* TASK GOAL *
Where a line of the material contains the string "STORES", copy that line.

* PROVIDED RECORDS *

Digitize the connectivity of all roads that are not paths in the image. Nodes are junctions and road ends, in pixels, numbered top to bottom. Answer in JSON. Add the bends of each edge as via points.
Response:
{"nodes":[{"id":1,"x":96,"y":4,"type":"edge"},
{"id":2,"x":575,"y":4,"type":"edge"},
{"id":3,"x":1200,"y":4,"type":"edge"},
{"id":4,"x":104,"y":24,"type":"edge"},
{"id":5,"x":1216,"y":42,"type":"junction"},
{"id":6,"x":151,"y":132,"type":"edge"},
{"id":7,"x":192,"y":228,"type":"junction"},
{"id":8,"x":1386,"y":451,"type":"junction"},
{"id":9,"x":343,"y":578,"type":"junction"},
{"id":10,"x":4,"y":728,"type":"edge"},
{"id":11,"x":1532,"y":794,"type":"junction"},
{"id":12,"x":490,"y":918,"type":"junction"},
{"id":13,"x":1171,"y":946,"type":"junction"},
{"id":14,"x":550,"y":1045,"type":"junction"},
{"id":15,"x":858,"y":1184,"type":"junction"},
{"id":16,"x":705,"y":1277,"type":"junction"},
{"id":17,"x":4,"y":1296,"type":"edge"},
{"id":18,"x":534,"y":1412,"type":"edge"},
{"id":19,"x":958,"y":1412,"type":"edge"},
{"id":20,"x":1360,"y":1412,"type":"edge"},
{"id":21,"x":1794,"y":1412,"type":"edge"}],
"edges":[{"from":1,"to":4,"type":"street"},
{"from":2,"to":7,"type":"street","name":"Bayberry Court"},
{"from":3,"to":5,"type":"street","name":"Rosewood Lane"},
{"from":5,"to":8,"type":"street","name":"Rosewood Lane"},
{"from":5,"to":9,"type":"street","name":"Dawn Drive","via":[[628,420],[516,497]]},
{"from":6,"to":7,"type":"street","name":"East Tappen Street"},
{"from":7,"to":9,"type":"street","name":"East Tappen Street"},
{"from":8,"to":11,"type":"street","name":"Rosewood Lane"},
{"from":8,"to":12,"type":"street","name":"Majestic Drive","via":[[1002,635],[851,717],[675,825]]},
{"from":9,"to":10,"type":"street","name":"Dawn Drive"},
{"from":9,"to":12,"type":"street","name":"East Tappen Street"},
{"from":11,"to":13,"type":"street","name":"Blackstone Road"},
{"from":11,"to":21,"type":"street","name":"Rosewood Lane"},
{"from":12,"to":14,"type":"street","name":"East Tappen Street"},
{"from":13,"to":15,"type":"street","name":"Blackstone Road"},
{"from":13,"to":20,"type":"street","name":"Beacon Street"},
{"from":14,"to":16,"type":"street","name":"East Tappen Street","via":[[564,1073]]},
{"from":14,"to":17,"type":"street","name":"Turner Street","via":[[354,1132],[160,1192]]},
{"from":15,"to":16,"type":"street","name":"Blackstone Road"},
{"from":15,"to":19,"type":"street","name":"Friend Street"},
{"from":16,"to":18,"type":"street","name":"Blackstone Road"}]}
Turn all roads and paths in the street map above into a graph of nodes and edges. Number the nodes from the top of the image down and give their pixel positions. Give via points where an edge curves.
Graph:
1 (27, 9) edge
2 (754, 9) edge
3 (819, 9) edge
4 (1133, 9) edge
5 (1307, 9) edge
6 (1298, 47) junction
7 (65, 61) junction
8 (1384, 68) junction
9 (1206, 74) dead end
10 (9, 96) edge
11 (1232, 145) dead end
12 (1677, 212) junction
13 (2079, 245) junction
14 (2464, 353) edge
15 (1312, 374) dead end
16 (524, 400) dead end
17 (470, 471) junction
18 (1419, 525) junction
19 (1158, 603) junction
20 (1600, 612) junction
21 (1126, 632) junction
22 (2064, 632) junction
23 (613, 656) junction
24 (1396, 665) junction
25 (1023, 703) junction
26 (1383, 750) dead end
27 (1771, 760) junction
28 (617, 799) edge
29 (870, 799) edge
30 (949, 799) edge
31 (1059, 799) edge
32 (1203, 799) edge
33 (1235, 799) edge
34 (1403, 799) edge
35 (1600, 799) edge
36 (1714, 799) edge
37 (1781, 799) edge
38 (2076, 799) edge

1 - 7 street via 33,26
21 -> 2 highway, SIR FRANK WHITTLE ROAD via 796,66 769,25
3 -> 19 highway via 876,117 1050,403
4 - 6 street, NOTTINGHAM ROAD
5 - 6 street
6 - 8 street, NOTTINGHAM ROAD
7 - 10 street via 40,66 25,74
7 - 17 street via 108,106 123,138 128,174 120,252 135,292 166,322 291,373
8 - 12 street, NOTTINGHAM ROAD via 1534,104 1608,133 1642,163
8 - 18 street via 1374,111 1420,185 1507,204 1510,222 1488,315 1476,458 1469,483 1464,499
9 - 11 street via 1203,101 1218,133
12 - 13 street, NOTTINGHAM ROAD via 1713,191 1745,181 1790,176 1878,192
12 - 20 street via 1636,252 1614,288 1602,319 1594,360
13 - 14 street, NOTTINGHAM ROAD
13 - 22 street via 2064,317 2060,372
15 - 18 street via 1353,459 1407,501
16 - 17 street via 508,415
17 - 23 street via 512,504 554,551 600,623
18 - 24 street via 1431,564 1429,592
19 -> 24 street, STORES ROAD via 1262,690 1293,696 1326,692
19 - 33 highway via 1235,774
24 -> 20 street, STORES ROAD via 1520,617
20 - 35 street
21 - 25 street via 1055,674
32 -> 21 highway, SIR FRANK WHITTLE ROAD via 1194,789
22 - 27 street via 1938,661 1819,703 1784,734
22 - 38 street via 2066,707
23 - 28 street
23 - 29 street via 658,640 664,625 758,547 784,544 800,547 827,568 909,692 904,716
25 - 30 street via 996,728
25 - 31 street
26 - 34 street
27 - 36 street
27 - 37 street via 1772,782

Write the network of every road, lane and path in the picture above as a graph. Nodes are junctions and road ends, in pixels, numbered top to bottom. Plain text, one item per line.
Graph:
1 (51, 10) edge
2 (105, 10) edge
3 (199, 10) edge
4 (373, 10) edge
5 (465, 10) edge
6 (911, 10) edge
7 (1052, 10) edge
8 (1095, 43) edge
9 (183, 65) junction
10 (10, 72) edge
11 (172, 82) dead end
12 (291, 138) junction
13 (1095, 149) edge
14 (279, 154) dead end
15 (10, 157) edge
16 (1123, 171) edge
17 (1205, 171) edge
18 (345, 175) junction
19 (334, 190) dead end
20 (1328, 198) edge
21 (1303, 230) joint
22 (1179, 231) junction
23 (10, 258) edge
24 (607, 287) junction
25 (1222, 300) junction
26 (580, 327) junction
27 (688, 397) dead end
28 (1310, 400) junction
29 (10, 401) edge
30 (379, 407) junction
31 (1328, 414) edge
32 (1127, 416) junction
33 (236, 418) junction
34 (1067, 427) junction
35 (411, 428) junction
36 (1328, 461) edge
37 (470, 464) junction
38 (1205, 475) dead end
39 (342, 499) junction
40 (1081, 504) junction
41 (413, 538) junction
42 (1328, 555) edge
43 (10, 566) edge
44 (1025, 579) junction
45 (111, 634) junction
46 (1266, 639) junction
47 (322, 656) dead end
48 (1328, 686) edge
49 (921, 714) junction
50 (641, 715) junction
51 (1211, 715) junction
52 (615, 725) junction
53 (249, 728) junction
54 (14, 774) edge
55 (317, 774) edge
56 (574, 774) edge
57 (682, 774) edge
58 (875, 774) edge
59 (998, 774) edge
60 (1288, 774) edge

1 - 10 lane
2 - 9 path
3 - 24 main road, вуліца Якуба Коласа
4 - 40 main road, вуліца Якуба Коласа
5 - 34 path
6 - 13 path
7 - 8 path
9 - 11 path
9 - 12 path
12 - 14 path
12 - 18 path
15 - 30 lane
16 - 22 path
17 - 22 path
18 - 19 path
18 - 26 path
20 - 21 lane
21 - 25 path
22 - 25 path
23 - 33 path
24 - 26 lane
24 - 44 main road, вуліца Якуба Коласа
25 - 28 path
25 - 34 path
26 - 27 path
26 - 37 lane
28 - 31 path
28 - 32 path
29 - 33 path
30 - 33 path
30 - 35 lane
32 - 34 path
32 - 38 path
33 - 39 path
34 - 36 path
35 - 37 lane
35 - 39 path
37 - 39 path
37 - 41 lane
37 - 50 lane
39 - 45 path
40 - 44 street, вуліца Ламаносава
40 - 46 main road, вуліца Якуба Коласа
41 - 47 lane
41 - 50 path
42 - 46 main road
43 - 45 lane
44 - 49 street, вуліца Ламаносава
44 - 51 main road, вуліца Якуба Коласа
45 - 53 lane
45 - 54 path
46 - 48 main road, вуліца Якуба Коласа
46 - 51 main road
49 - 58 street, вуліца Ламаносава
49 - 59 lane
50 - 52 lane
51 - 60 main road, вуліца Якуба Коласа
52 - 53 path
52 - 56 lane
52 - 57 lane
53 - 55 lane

* ANSWER BOX *
19 -> 24 street, STORES ROAD via 1262,690 1293,696 1326,692
24 -> 20 street, STORES ROAD via 1520,617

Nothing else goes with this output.